» **WHAT THE EXERCISE ASKS**
Locate the word "main" in the data below, then copy every line that holds it.
(Beginning of MATERIAL FOR THIS TASK)
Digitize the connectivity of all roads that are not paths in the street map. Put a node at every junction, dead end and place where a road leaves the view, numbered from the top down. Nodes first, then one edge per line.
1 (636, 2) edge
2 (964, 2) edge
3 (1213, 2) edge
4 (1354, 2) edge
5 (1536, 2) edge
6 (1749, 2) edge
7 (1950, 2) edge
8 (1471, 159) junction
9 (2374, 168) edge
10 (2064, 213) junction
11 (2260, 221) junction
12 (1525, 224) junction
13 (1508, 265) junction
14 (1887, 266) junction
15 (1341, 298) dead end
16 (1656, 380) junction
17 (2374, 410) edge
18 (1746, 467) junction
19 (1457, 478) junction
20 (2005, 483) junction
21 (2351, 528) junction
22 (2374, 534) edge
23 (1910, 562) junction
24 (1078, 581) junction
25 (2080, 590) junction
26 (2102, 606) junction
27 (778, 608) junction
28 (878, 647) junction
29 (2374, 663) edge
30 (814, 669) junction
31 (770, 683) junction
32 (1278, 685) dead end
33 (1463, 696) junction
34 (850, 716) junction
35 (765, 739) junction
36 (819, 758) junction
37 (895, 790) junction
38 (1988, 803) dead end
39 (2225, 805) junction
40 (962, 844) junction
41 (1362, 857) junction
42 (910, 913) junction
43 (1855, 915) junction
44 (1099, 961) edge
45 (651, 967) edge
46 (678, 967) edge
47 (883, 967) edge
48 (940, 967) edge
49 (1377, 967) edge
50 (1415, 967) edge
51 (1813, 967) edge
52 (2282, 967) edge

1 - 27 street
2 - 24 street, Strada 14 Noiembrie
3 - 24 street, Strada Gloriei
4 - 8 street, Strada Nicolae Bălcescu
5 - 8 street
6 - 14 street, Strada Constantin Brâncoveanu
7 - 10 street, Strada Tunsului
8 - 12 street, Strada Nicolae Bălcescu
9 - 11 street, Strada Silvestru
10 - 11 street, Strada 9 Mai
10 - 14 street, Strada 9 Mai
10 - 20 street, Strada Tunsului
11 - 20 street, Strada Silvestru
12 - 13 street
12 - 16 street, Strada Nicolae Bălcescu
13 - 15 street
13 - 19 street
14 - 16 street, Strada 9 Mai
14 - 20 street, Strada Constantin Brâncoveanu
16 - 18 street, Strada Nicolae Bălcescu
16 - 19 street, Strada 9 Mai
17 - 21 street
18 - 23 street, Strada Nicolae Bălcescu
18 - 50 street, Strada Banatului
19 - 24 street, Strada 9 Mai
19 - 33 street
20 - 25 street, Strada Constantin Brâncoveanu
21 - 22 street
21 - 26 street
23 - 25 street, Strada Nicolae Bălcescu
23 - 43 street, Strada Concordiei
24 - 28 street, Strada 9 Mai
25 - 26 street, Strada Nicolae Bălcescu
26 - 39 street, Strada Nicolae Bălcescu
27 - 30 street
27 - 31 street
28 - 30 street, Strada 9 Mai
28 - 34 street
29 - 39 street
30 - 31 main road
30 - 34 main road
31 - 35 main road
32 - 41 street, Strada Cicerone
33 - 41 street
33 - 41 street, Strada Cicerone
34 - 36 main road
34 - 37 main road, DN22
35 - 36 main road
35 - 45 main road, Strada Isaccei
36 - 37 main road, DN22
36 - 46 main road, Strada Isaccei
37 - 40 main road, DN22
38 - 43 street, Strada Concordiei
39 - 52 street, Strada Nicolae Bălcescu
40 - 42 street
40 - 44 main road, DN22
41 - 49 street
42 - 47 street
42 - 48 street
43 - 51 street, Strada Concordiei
(End of MATERIAL FOR THIS TASK)
» **SOLUTION FOR THIS PROBLEM**
30 - 31 main road
30 - 34 main road
31 - 35 main road
34 - 36 main road
34 - 37 main road, DN22
35 - 36 main road
35 - 45 main road, Strada Isaccei
36 - 37 main road, DN22
36 - 46 main road, Strada Isaccei
37 - 40 main road, DN22
40 - 44 main road, DN22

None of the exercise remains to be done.